Eventually more contemporary philosophies began to think of the
Cosmic Plenum in terms of Energy. There's the "elan vital" expressed
in Vitalism. In its simplest form vitalism holds that living organisms
differ from non-living forms, in that there is an energy that sparks their
soul or living spirit. This vital energy is a substance that infuses and
gives life to more sophisticated life forms.

And when considering the Cosmic Christ, the paleontologist-priest
Pierre Teilhard de Chardin oft referred to energy. Teilhard declared
that "all energy is psychic in nature." He believed that energy is
"divided into two distinct components--a tangential energy, which
links the element with all others of the same order...and radial energy
which draws it towards ever great complexity and centricity..."

Basically Teilhard believed that a Within underlined the Without of
the universe. Essentially he was thinking of the Cosmic Plenum. But,
like so many others, he had moved into the realm of speculation.

On the other hand, modern physicists have also dared to speculate
about a Cosmic Plenum.

Known as the "Father of Quantum Mechanics," the late David Bohm
was a protege of both Einstein and Robert Oppenheimer ( the Father
of the Atom Bomb) when he was at the Institute of Advanced Study
in Princeton. Eventually he assumed the Chair of the Physics
Department at the University of London.

But it was what Bohm did *after* he retired as a physicist. Essentially
he became a philosopher, espousing an incredibly interesting theory
about what he called the "Implicate Order." What Bohm suggested
strongly is that there is an Inner Aspect of the universe as well as an
Outer Aspect that we normally study.

He based his theory on his knowledge as a physicist. Bohm's
universal system was a "Whole," if you will, seamless, with the Inner
playing into the Outer. As he stressed, our's is a *holistic universe*
and its process is holistic. Bohm believed that there was a Cosmic
Plenum, which he called the "Holomovement."

Continuing, another contemporary philosopher, Ervin Laszlo--a
systems analyst and founder of Systems Philosophy--developed a
theory of the Cosmic Plenum that involves what is called the Quantum
Vacuum. ( In quantum field theory, the vacuum state is the quantum
state with the lowest possible energy. Generally, it contains no physical
particles. *Zero-point field* is sometimes used as a synonym for the
vacuum state of an individual quantized field.)

Perhaps difficult to understand, but Laszlo considers the quantum vacuum
that cosmic substratum which becomes unstable in universe-creating
explosions. His theory is about a recycling, recreating universe. As put
by Laszlo, the quantum vacuum is both "the cradle and the deathbed of
universes." However, he notes that this "vacuum is Akasha and Prana
rolled into one: the dynamic virtual-energy substratum that endures
through all of time and fills all of space."
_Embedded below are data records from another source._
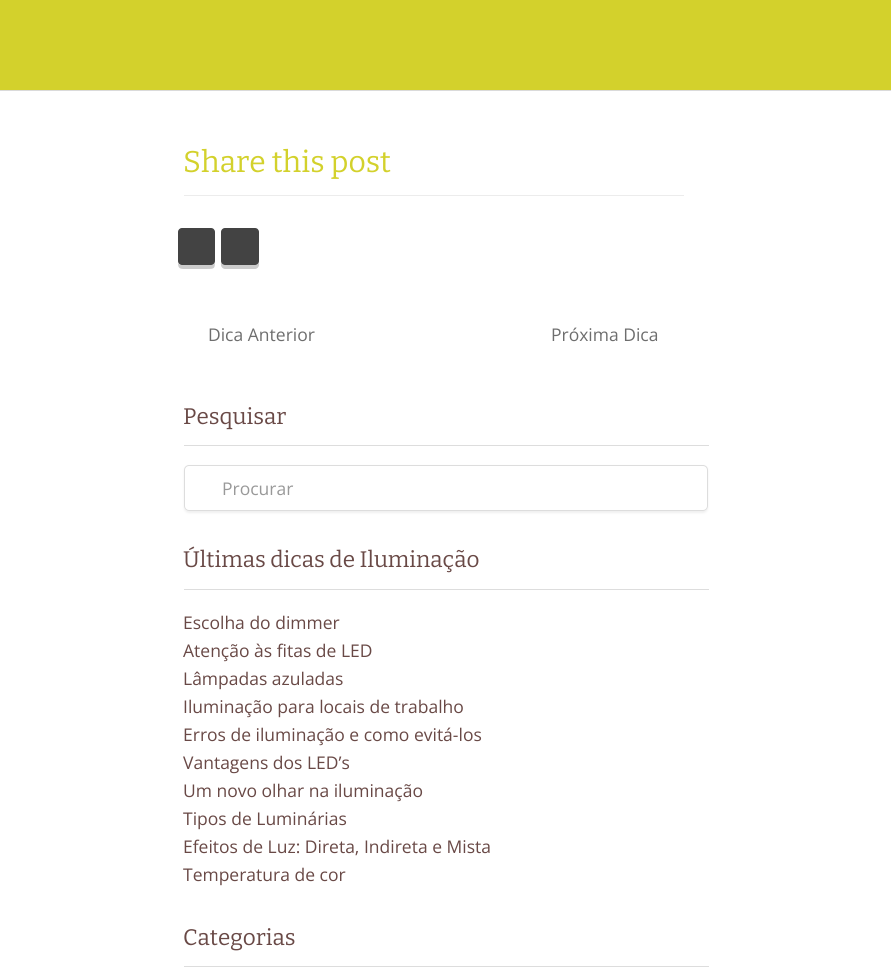 import math
import cairo

surface = cairo.ImageSurface(cairo.Format.RGB24, 891, 973)
ctx = cairo.Context(surface)
options = cairo.FontOptions()
options.set_hint_metrics(cairo.HintMetrics.OFF)
options.set_hint_style(cairo.HintStyle.NONE)
ctx.set_font_options(options)
ctx.set_miter_limit(4)


def ink(r, g, b):
    ctx.set_source_rgb(r / 255, g / 255, b / 255)


def write(x, y, s, family, size, color, bold=False, italic=False):
    ctx.select_font_face(family, cairo.FontSlant.ITALIC if italic else cairo.FontSlant.NORMAL, cairo.FontWeight.BOLD if bold else cairo.FontWeight.NORMAL)
    ctx.set_font_size(size)
    ink(*color)
    ctx.move_to(x, y)
    ctx.show_text(s)


def block(x, y, w, h, *color):
    ink(*color)
    ctx.rectangle(x, y, w, h)
    ctx.fill()


def round_path(x, y, w, h, r):
    ctx.new_sub_path()
    for i, (u, v) in enumerate([(x + w - r, y + h - r), (x + r, y + h - r), (x + r, y + r), (x + w - r, y + r)]):
        ctx.arc(u, v, r, i * math.pi / 2, (i + 1) * math.pi / 2)
    ctx.close_path()


def blur_box(x, y, w, h, r, blur, alpha):
    ctx.push_group_with_content(cairo.Content.ALPHA)
    ctx.set_operator(cairo.Operator.SOURCE)
    for i in range(15, -16, -2):
        e = blur * i / 6
        if min(w, h) + 2 * e > 0:
            ctx.set_source_rgba(0, 0, 0, alpha * math.erfc((i - 1) / 8.5) / 2)
            round_path(x - e, y - e, w + 2 * e, h + 2 * e, max(0, min(r + e + blur * .6, min(w, h) / 2 + e)))
            ctx.fill()
    ctx.mask(ctx.pop_group())


s1 = dict(family="Bitter", size=30, color=(211, 209, 44))
s2 = dict(family="Open Sans", size=17.5, color=(110, 110, 110))
s3 = dict(family="Bitter", size=22.5, color=(105, 73, 70))
s4 = dict(family="Open Sans", size=17.5, color=(153, 153, 153))
s5 = dict(family="Open Sans", size=17.5, color=(105, 73, 70))

ink(255, 255, 255)
ctx.paint()
block(0, 0, 891, 90, 211, 209, 44)
block(0, 90, 891, 1, 218, 218, 218)
block(184, 195, 500, 1, 236, 236, 236)
write(183, 172, "Share this post", **s1)
ink(204, 204, 204)
ctx.new_path()
ctx.move_to(178, 263)
ctx.curve_to(178, 269.5, 181, 269, 187, 269)
ctx.line_to(206, 269)
ctx.curve_to(214.5, 269, 215, 269, 215, 261)
ctx.curve_to(215, 263.5, 213.5, 265, 211, 265)
ctx.line_to(181, 265)
ctx.curve_to(180, 265, 178.5, 264, 178, 263)
ctx.close_path()
ctx.fill()
ink(67, 67, 67)
round_path(178, 228, 37, 37, 4)
ctx.fill()
ink(204, 204, 204)
ctx.new_path()
ctx.move_to(221, 233.5)
ctx.line_to(221, 235)
ctx.line_to(221, 265)
ctx.curve_to(221, 267, 223, 269, 225, 269)
ctx.line_to(255, 269)
ctx.curve_to(257, 269, 259, 267, 259, 265)
ctx.line_to(259, 235)
ctx.line_to(259, 233.5)
ctx.line_to(259, 261)
ctx.curve_to(259, 263.5, 257, 265, 255, 265)
ctx.line_to(225, 265)
ctx.curve_to(223, 265, 221, 263.5, 221, 261)
ctx.close_path()
ctx.fill()
ink(67, 67, 67)
round_path(221, 228, 38, 37, 4)
ctx.fill()
write(208, 341, "Dica Anterior", **s2)
write(551, 341, "Próxima Dica", **s2)
block(184, 445, 525, 1, 221, 221, 221)
write(183, 424, "Pesquisar", **s3)
ctx.save()
ctx.set_fill_rule(cairo.FillRule.EVEN_ODD)
ctx.new_path()
ctx.move_to(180, 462)
ctx.line_to(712, 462)
ctx.line_to(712, 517)
ctx.line_to(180, 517)
ctx.close_path()
ctx.move_to(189, 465)
ctx.line_to(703, 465)
ctx.curve_to(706, 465, 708, 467, 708, 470)
ctx.line_to(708, 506)
ctx.curve_to(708, 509, 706, 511, 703, 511)
ctx.line_to(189, 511)
ctx.curve_to(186, 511, 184, 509, 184, 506)
ctx.line_to(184, 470)
ctx.curve_to(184, 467, 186, 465, 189, 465)
ctx.close_path()
ctx.clip()
ink(180, 180, 180)
blur_box(184, 466, 524, 47, 5, 1, 0.2)
ctx.restore()
round_path(184.5, 465.5, 523, 45, 4.5)
ink(221, 221, 221)
ctx.set_line_width(1)
ctx.stroke()
write(222, 495, "Procurar", **s4)
block(184, 589, 525, 1, 221, 221, 221)
write(183, 567, "Últimas dicas de Iluminação", **s3)
write(183, 629, "Escolha do dimmer", **s5)
write(183, 657, "Atenção às fitas de LED", **s5)
write(183, 685, "Lâmpadas azuladas", **s5)
write(183, 713, "Iluminação para locais de trabalho", **s5)
write(183, 741, "Erros de iluminação e como evitá-los", **s5)
write(183, 769, "Vantagens dos LED’s", **s5)
write(183, 797, "Um novo olhar na iluminação", **s5)
write(183, 825, "Tipos de Luminárias", **s5)
write(183, 853, "Efeitos de Luz: Direta, Indireta e Mista", **s5)
write(183, 881, "Temperatura de cor", **s5)
block(184, 966, 525, 1, 221, 221, 221)
write(183, 945, "Categorias", **s3)
surface.write_to_png("screenshot.png")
Laszlo's theory broadens when he talks of the quantum vacuum as an
"information field underlying all of reality." Continuing, he notes that
"there is a feedback loop in which information is conserved and transferred
from the virtual cosmic plenum to manifest reality and back." Laszlo
further relates this occurring "in a holographic nature--think of Bohm's
implicate order."

So, this idea of a feedback loop can not only be traced back to Bohm's
idea of information conveyed between his concept of an implicate
order and an explicate order of the universe, but also back to Teilhard's
idea of an information exchange between the Within and the Without
of the universe.

Again, even in our own modern time, we are back to religious and
philosophical speculations when it comes to the Cosmic Plenum.
Still we seem very much drawn to the idea of such a Plenum or
Cosmic Mind/Spirit that somehow provides our surface world with
Information that we are mandated to make Intelligible.

So, who is to say what the Future might hold when it comes to
such wonderful imaginings about the Cosmic Plenum! Perhaps
one day we might hit upon the Reality of Such.